The housing downturn that started in the US now seems to be hitting the UK, where I am at the moment, with a vengeance. It makes me wonder what will happen to all those estate agency branches that throng so many high streets.

I suppose know the answer to that already. Fifteen years ago, I spent a lot of time covering the tribulations of the UK building societies that had bought estate agency chains in the housing expansion of the late 1980s and were lumbered in the early 1990s slump.

Abbey National, for example, sold the Cornerstone estate agency in 1993 for £8m, or £23,000 per branch, which was a tenth of the price it had paid to buy the chain six years earlier. Many other building societies also divested loss-making agencies.

Estate agency is, of course, a highly cyclical business that depends a lot on sales volumes. Estate agents in the UK currently charge 1.5 or two per cent of the sale price per transaction, which is a lot finer a price than the five or six per cent common in the US.

Savills, an upmarket estate agency, was extremely gloomy about the prospects for sales today, talking of house prices both in London and elsewhere having fallen and being likely to fall further.

I have conducted my own informal market survey this week since I am helping a relative with a possible sale of a house in London and have chatted to estate agents.
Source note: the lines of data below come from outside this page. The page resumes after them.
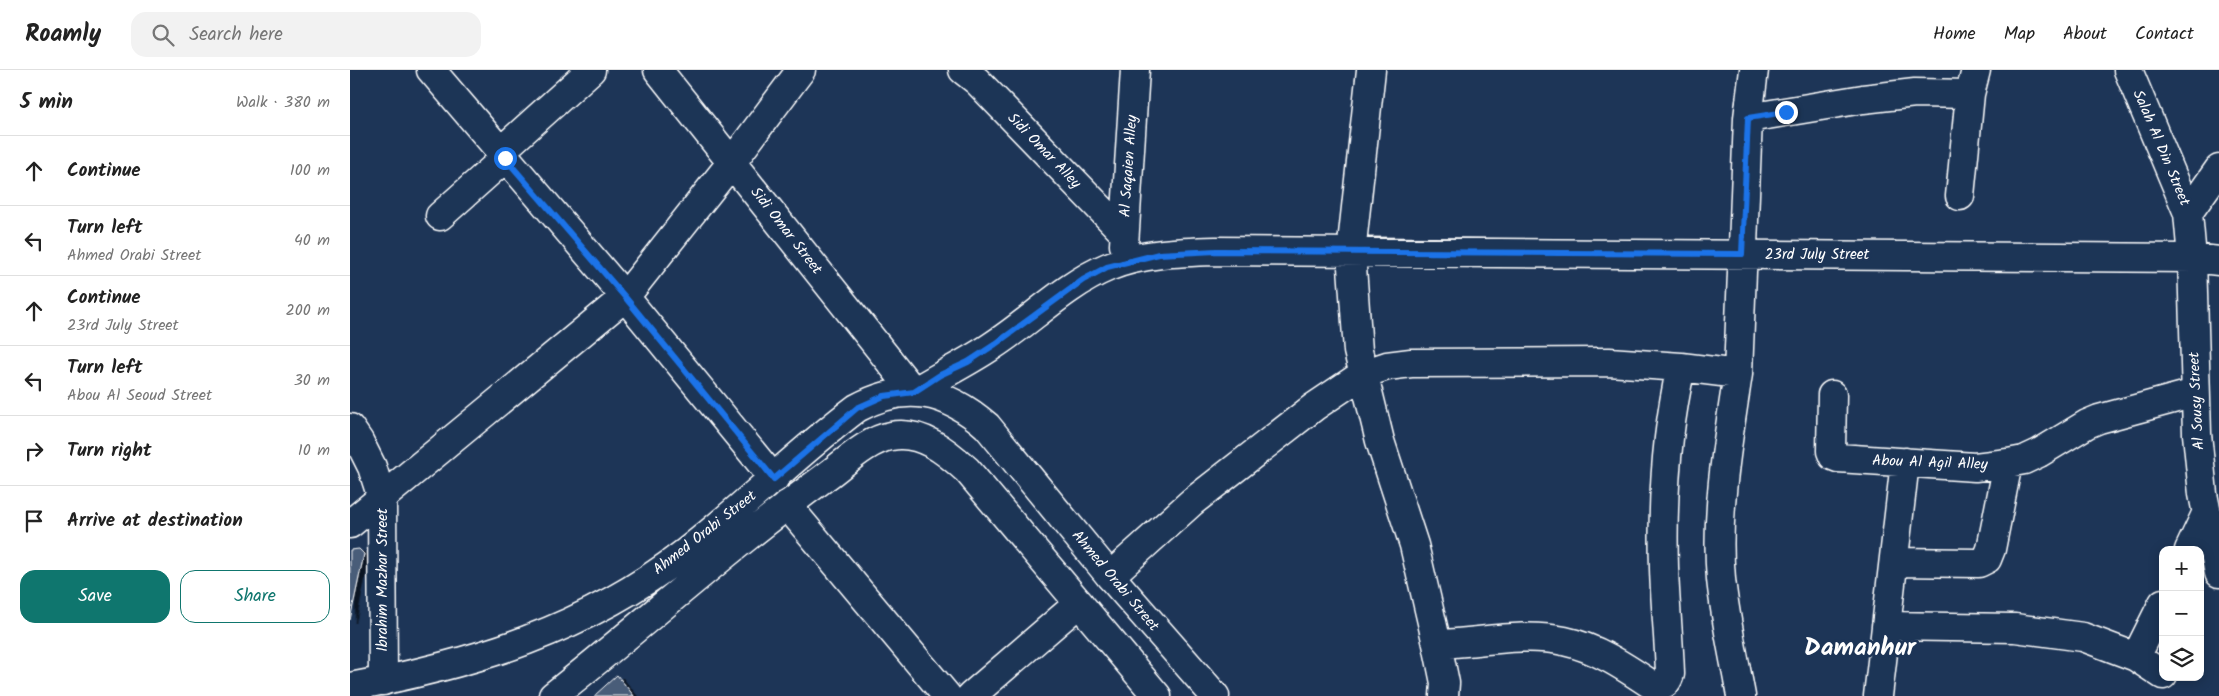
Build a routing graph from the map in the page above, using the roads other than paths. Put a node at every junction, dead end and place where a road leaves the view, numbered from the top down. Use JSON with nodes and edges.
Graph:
{"nodes":[{"id":1,"x":431,"y":70,"type":"edge"},
{"id":2,"x":591,"y":70,"type":"edge"},
{"id":3,"x":658,"y":70,"type":"edge"},
{"id":4,"x":801,"y":70,"type":"edge"},
{"id":5,"x":963,"y":70,"type":"edge"},
{"id":6,"x":1135,"y":70,"type":"edge"},
{"id":7,"x":1371,"y":70,"type":"edge"},
{"id":8,"x":1754,"y":70,"type":"edge"},
{"id":9,"x":2128,"y":70,"type":"edge"},
{"id":10,"x":1973,"y":82,"type":"edge"},
{"id":11,"x":1748,"y":118,"type":"junction"},
{"id":12,"x":502,"y":155,"type":"junction"},
{"id":13,"x":732,"y":162,"type":"junction"},
{"id":14,"x":2219,"y":169,"type":"edge"},
{"id":15,"x":1960,"y":196,"type":"dead end"},
{"id":16,"x":2188,"y":213,"type":"junction"},
{"id":17,"x":440,"y":216,"type":"dead end"},
{"id":18,"x":1124,"y":233,"type":"junction"},
{"id":19,"x":1351,"y":253,"type":"junction"},
{"id":20,"x":1742,"y":254,"type":"junction"},
{"id":21,"x":2192,"y":258,"type":"junction"},
{"id":22,"x":2219,"y":261,"type":"edge"},
{"id":23,"x":1124,"y":262,"type":"junction"},
{"id":24,"x":625,"y":297,"type":"junction"},
{"id":25,"x":1681,"y":367,"type":"junction"},
{"id":26,"x":1363,"y":374,"type":"junction"},
{"id":27,"x":1738,"y":374,"type":"junction"},
{"id":28,"x":914,"y":392,"type":"junction"},
{"id":29,"x":2195,"y":393,"type":"junction"},
{"id":30,"x":1832,"y":395,"type":"dead end"},
{"id":31,"x":350,"y":428,"type":"edge"},
{"id":32,"x":1905,"y":462,"type":"junction"},
{"id":33,"x":2008,"y":463,"type":"junction"},
{"id":34,"x":774,"y":479,"type":"junction"},
{"id":35,"x":382,"y":498,"type":"junction"},
{"id":36,"x":786,"y":505,"type":"junction"},
{"id":37,"x":2206,"y":514,"type":"junction"},
{"id":38,"x":350,"y":524,"type":"edge"},
{"id":39,"x":2191,"y":546,"type":"edge"},
{"id":40,"x":1894,"y":562,"type":"junction"},
{"id":41,"x":2219,"y":573,"type":"edge"},
{"id":42,"x":1110,"y":576,"type":"junction"},
{"id":43,"x":1079,"y":603,"type":"junction"},
{"id":44,"x":2159,"y":611,"type":"edge"},
{"id":45,"x":1886,"y":626,"type":"junction"},
{"id":46,"x":1437,"y":644,"type":"junction"},
{"id":47,"x":2136,"y":657,"type":"junction"},
{"id":48,"x":433,"y":670,"type":"junction"},
{"id":49,"x":2159,"y":672,"type":"edge"},
{"id":50,"x":383,"y":681,"type":"junction"},
{"id":51,"x":350,"y":687,"type":"edge"},
{"id":52,"x":413,"y":696,"type":"edge"},
{"id":53,"x":553,"y":696,"type":"edge"},
{"id":54,"x":947,"y":696,"type":"edge"},
{"id":55,"x":972,"y":696,"type":"edge"},
{"id":56,"x":1157,"y":696,"type":"edge"},
{"id":57,"x":1216,"y":696,"type":"edge"},
{"id":58,"x":1444,"y":696,"type":"edge"},
{"id":59,"x":1741,"y":696,"type":"edge"},
{"id":60,"x":1878,"y":696,"type":"edge"}],
"edges":[{"from":1,"to":12,"type":"street"},
{"from":2,"to":12,"type":"street"},
{"from":3,"to":13,"type":"street","name":"Sidi Omar Street"},
{"from":4,"to":13,"type":"street"},
{"from":5,"to":18,"type":"street","name":"Sidi Omar Alley"},
{"from":6,"to":18,"type":"street","name":"Al Saqaien Alley"},
{"from":7,"to":19,"type":"street"},
{"from":8,"to":11,"type":"street"},
{"from":9,"to":16,"type":"street","name":"Salah Al Din Street"},
{"from":10,"to":11,"type":"street"},
{"from":10,"to":15,"type":"street"},
{"from":11,"to":20,"type":"street"},
{"from":12,"to":17,"type":"street"},
{"from":12,"to":24,"type":"street"},
{"from":13,"to":24,"type":"street"},
{"from":13,"to":28,"type":"street","name":"Sidi Omar Street"},
{"from":14,"to":16,"type":"street"},
{"from":16,"to":21,"type":"street","name":"Salah Al Din Street"},
{"from":18,"to":23,"type":"street","name":"Al Saqaien Alley"},
{"from":19,"to":20,"type":"street","name":"23rd July Street"},
{"from":19,"to":23,"type":"street","name":"23rd July Street"},
{"from":19,"to":26,"type":"street"},
{"from":20,"to":21,"type":"street","name":"23rd July Street"},
{"from":20,"to":27,"type":"street"},
{"from":21,"to":22,"type":"street","name":"23rd July Street"},
{"from":21,"to":29,"type":"street","name":"Al Sousy Street"},
{"from":23,"to":28,"type":"street","name":"23rd July Street"},
{"from":24,"to":34,"type":"street"},
{"from":24,"to":35,"type":"street"},
{"from":25,"to":26,"type":"street"},
{"from":25,"to":27,"type":"street"},
{"from":25,"to":46,"type":"street"},
{"from":26,"to":42,"type":"street"},
{"from":26,"to":46,"type":"street"},
{"from":27,"to":59,"type":"street"},
{"from":28,"to":34,"type":"street","name":"Ahmed Orabi Street"},
{"from":28,"to":42,"type":"street","name":"Ahmed Orabi Street"},
{"from":29,"to":33,"type":"street","name":"Abou Al Agil Alley"},
{"from":29,"to":37,"type":"street","name":"Al Sousy Street"},
{"from":30,"to":32,"type":"street","name":"Abou Al Agil Alley"},
{"from":31,"to":35,"type":"street","name":"Ibrahim Mazhar Street"},
{"from":32,"to":33,"type":"street","name":"Abou Al Agil Alley"},
{"from":32,"to":40,"type":"street"},
{"from":33,"to":40,"type":"street"},
{"from":34,"to":48,"type":"street","name":"Ahmed Orabi Street"},
{"from":35,"to":38,"type":"street"},
{"from":35,"to":50,"type":"street","name":"Ibrahim Mazhar Street"},
{"from":36,"to":43,"type":"street","name":"Ahmed Orabi Street"},
{"from":36,"to":53,"type":"street","name":"Ahmed Orabi Street"},
{"from":36,"to":54,"type":"street"},
{"from":37,"to":39,"type":"street"},
{"from":37,"to":41,"type":"street","name":"Al Sousy Street"},
{"from":40,"to":45,"type":"street"},
{"from":42,"to":57,"type":"street","name":"Ahmed Orabi Street"},
{"from":43,"to":55,"type":"street"},
{"from":43,"to":56,"type":"street","name":"Ahmed Orabi Street"},
{"from":44,"to":47,"type":"street"},
{"from":45,"to":47,"type":"street"},
{"from":45,"to":60,"type":"street"},
{"from":46,"to":58,"type":"street"},
{"from":47,"to":49,"type":"street"},
{"from":48,"to":50,"type":"street","name":"Ahmed Orabi Street"},
{"from":48,"to":52,"type":"street"},
{"from":50,"to":51,"type":"street","name":"Ahmed Orabi Street"}]}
It is not a pretty picture.

One agent I talked to said his branch had 30 properties for sale and had only obtained offers on two of them. The problem, he said, was that banks and buildings societies had cut back mortgage loans so sharply that potential buyers were unable to make bids.
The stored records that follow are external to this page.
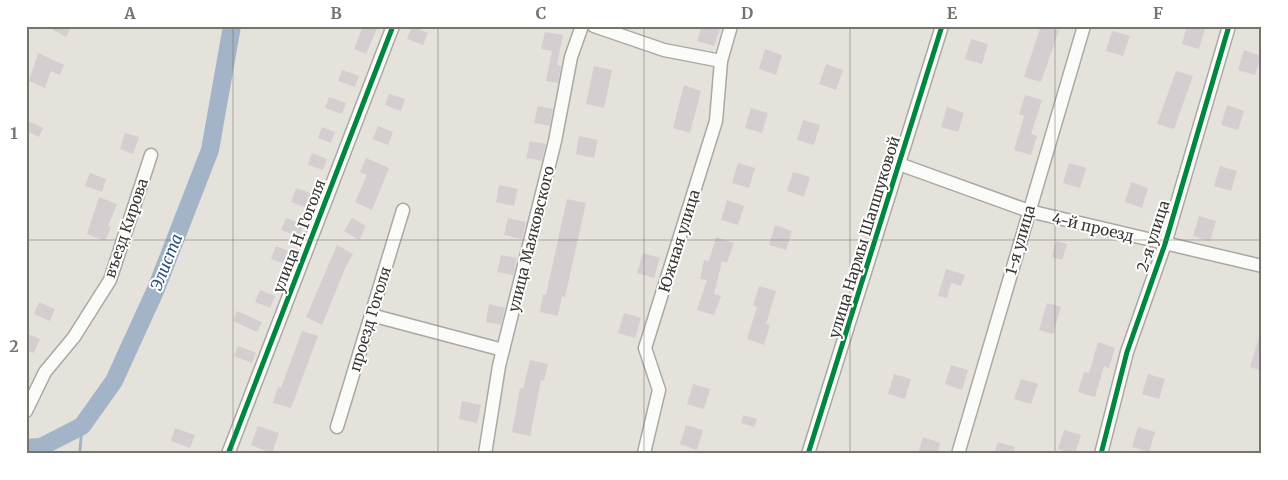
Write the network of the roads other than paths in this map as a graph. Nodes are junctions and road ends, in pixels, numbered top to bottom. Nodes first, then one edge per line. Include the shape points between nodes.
1 (393, 26) edge
2 (582, 26) edge
3 (594, 26) edge
4 (731, 26) edge
5 (942, 26) edge
6 (1084, 26) edge
7 (1229, 26) edge
8 (721, 61) junction
9 (151, 155) dead end
10 (899, 164) junction
11 (403, 210) dead end
12 (1029, 211) junction
13 (1165, 244) junction
14 (1262, 266) edge
15 (371, 315) junction
16 (503, 350) junction
17 (26, 411) edge
18 (336, 427) dead end
19 (644, 453) edge
20 (228, 454) edge
21 (485, 454) edge
22 (808, 454) edge
23 (958, 454) edge
24 (1102, 454) edge

1 - 20 street, улица Н. Гоголя
2 - 16 street, улица Маяковского via 571,57 555,141
3 - 8 street via 664,50
4 - 8 street, Южная улица
5 - 10 street, улица Нармы Шапшуковой
6 - 12 street, 1-я улица
7 - 13 street, 2-я улица
8 - 19 street, Южная улица via 716,121 646,348 659,390
9 - 17 street, въезд Кирова via 110,280 74,337 45,372
10 - 12 street, 4-й проезд
10 - 22 street, улица Нармы Шапшуковой
11 - 15 street, проезд Гоголя
12 - 13 street, 4-й проезд
12 - 23 street, 1-я улица
13 - 14 street, 4-й проезд
13 - 24 street, 2-я улица via 1127,352
15 - 16 street
15 - 18 street, проезд Гоголя
16 - 21 street, улица Маяковского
As I walked along Chiswick High Street this week, I noticed that one estate agency branch had already shut down and there was a notice in the window seeking another tenant. I suspect there will be a lot more estate agencies facing that problem soon.

In the early 1990s, the big corporate chains ended up selling out to small independent surveyors, who got themselves a bargain at the bottom of the market. Perhaps history will repeat itself.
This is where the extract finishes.